No entanto, as entidades financeiras mostram inquietação pelas possíveis implicações legais do mecanismo, já que a garantia oferecida pela capital brasileira mediante seus recursos orçamentários poderia ser considerada inconstitucional caso se materialize a insolvência do BRB, de acordo com informações da "Bloomberg" baseadas em fontes conhecedoras.

Este obstáculo poderia atrasar a chegada dos fundos, embora as partes estudem alternativas de cobertura, entre elas que os bancos públicos respaldem as entidades privadas frente ao FGC. Em todo caso, ainda não existe um acordo definitivo e o BRB se declarou "confiante" em alcançar um pacto.

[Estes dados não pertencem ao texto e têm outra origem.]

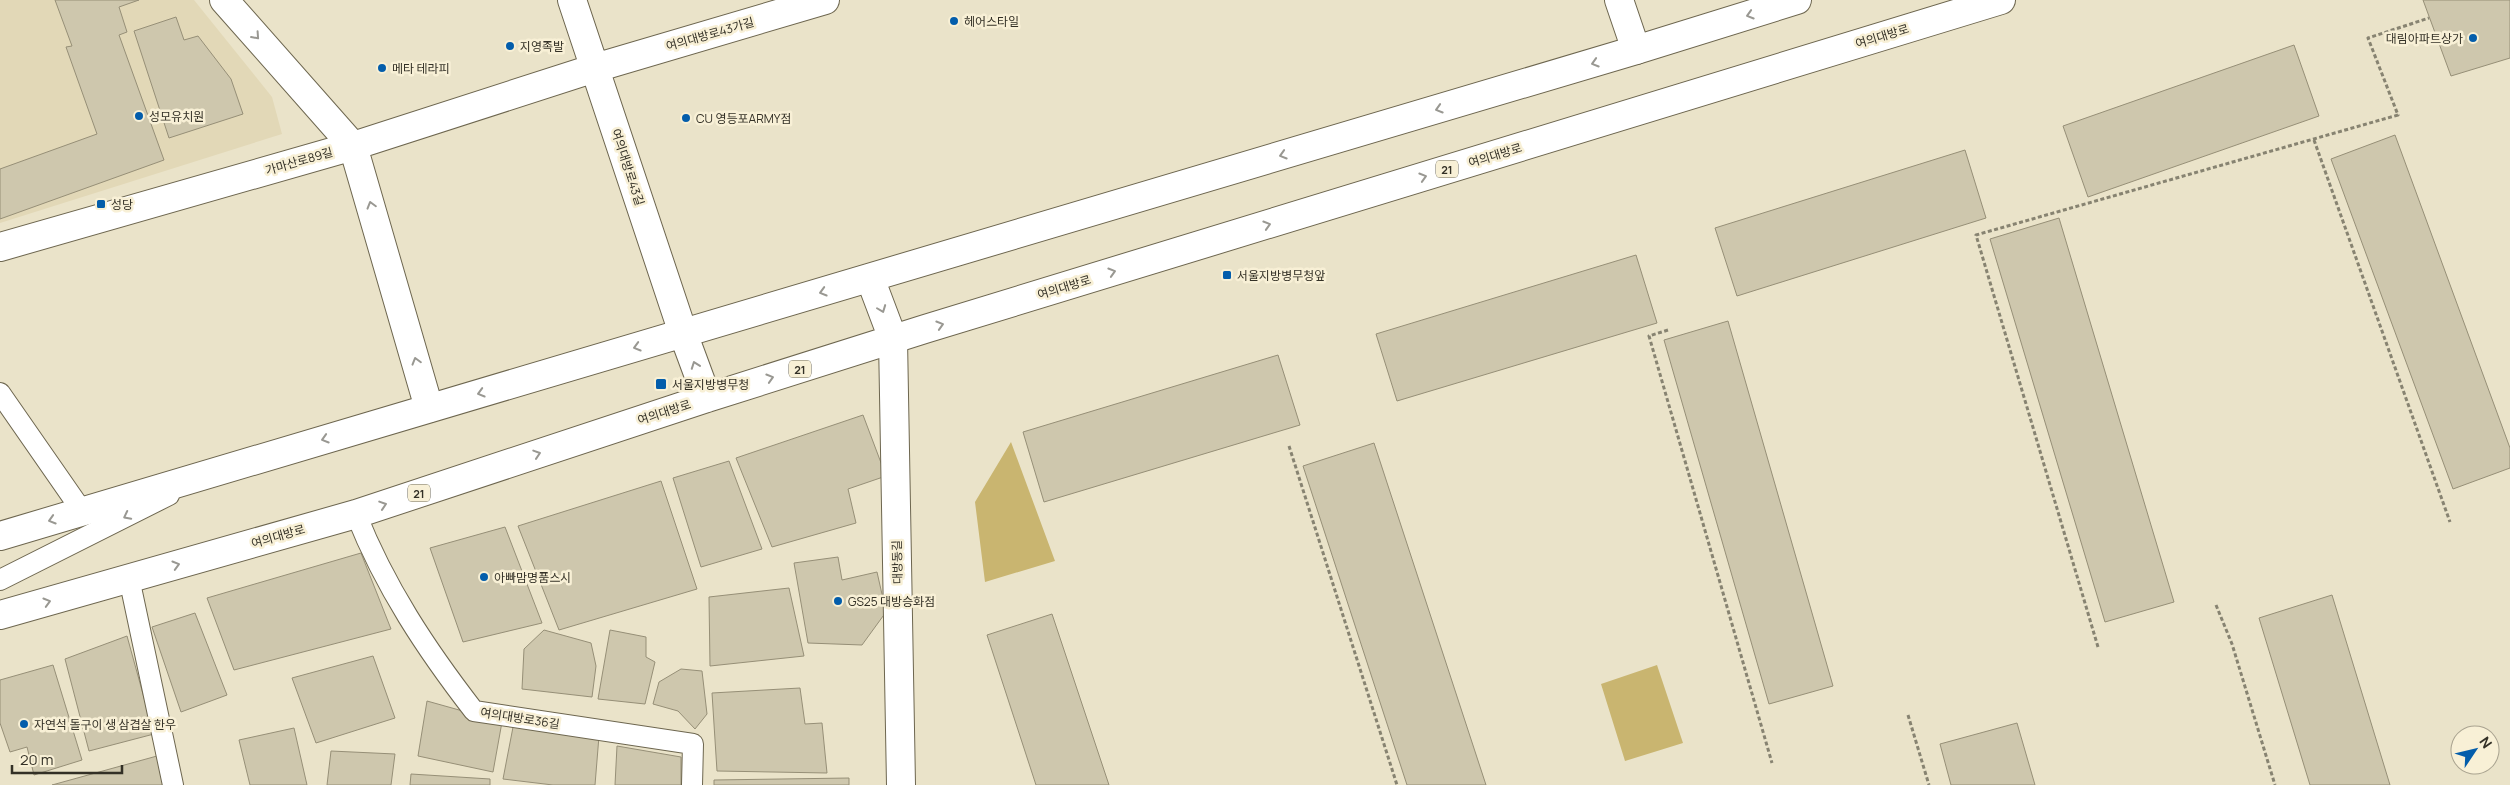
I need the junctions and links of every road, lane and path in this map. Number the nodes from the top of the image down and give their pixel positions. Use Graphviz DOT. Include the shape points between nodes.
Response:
graph roads {
  1 [pos="224,0"];
  2 [pos="572,0"];
  3 [pos="825,0"];
  4 [pos="1618,0"];
  5 [pos="1796,0"];
  6 [pos="2001,0"];
  7 [pos="2429,18"];
  8 [pos="1636,50"];
  9 [pos="595,68"];
  10 [pos="2314,140"];
  11 [pos="354,146"];
  12 [pos="0,247"];
  13 [pos="870,278"];
  14 [pos="1668,330"];
  15 [pos="683,333"];
  16 [pos="893,340"];
  17 [pos="0,393"];
  18 [pos="707,398"];
  19 [pos="429,408"];
  20 [pos="1289,446"];
  21 [pos="218,471"];
  22 [pos="82,511"];
  23 [pos="356,514"];
  24 [pos="2450,522"];
  25 [pos="0,536"];
  26 [pos="129,578"];
  27 [pos="0,580"];
  28 [pos="2216,605"];
  29 [pos="0,615"];
  30 [pos="2098,647"];
  31 [pos="1908,715"];
  32 [pos="1772,763"];
  33 [pos="173,785"];
  34 [pos="692,785"];
  35 [pos="901,785"];
  36 [pos="1397,785"];
  37 [pos="1929,785"];
  38 [pos="2275,785"];
  1 -- 11 [label="main road, one-way"];
  2 -- 9 [label="main road, 여의대방로43길"];
  3 -- 9 [label="main road, 여의대방로43가길"];
  4 -- 8 [label="main road"];
  5 -- 8 [label="main road, one-way"];
  16 -- 6 [label="main road, 여의대방로 / 21, one-way"];
  7 -- 10 [label="path" via="2368,38 2398,114"];
  8 -- 13 [label="main road, one-way"];
  9 -- 11 [label="main road, 가마산로89길"];
  9 -- 15 [label="main road, 여의대방로43길"];
  10 -- 24 [label="path"];
  10 -- 30 [label="path" via="1976,235"];
  11 -- 12 [label="main road, 가마산로89길"];
  19 -- 11 [label="main road, one-way"];
  13 -- 15 [label="main road, one-way"];
  13 -- 16 [label="main road, 대방동길, one-way"];
  14 -- 32 [label="path" via="1649,336"];
  18 -- 15 [label="main road, 여의대방로43길, one-way"];
  15 -- 19 [label="main road, one-way"];
  18 -- 16 [label="main road, 여의대방로 / 21, one-way"];
  16 -- 35 [label="main road, 대방동길"];
  17 -- 22 [label="lane"];
  23 -- 18 [label="main road, 여의대방로 / 21, one-way"];
  19 -- 21 [label="main road, one-way"];
  20 -- 36 [label="path"];
  21 -- 22 [label="main road"];
  21 -- 27 [label="lane, one-way"];
  22 -- 25 [label="main road, one-way"];
  26 -- 23 [label="main road, 여의대방로 / 21, one-way"];
  23 -- 34 [label="lane, 여의대방로36길" via="374,558 433,658 474,711 693,744"];
  29 -- 26 [label="main road, 여의대방로 / 21, one-way"];
  26 -- 33 [label="lane"];
  28 -- 38 [label="path" via="2232,644"];
  31 -- 37 [label="path"];
}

A prefeitura de Brasília já expressou em maio seu propósito de resgatar o BRB mediante um empréstimo avalizado, segundo "Bloomberg", por Itaú Unibanco, Banco do Brasil, Banco Bradesco, BTG Pactual, Caixa Econômica Federal e a filial brasileira do Banco Santander.

O projeto prevê que cada um desses seis bancos forneça uma garantia de 1.000 milhões de reais (172,8 milhões de euros), com a opção de que outras entidades assumam o valor restante.

O Governo de Luiz Inácio Lula da Silva rejeitou intervir diretamente no resgate do BRB, embora tenha aberto a porta para relaxar as normas fiscais para que a Prefeitura possa se endividar por um volume dessa magnitude.

Contexto do escândalo do Banco Master

O Banco de Brasília ficou comprometido após adquirir ativos do Banco Master por cerca de 21.900 milhões de reais (3.784 milhões de euros), em uma operação que está sendo objeto de investigação por parte das autoridades diante de possíveis irregularidades e suspeitas de fraude.

Como consequência deste caso, BRB se viu obrigado a adiar sem data os resultados do terceiro e quarto trimestre de 2025 pela "necessidade" de culminar a "auditoria forense" destinada a esclarecer o que aconteceu.

Em abril, BRB já deu luz verde a uma ampliação de capital por 8.800 milhões de reais (1.521 milhões de euros) e subscreveu um acordo com a gestora Quadra Capital para desinvestir ativos por 15.000 milhões de reais (2.592 milhões de euros) vinculados à sua exposição ao Banco Master. No entanto, esta última transação desmoronou na semana passada.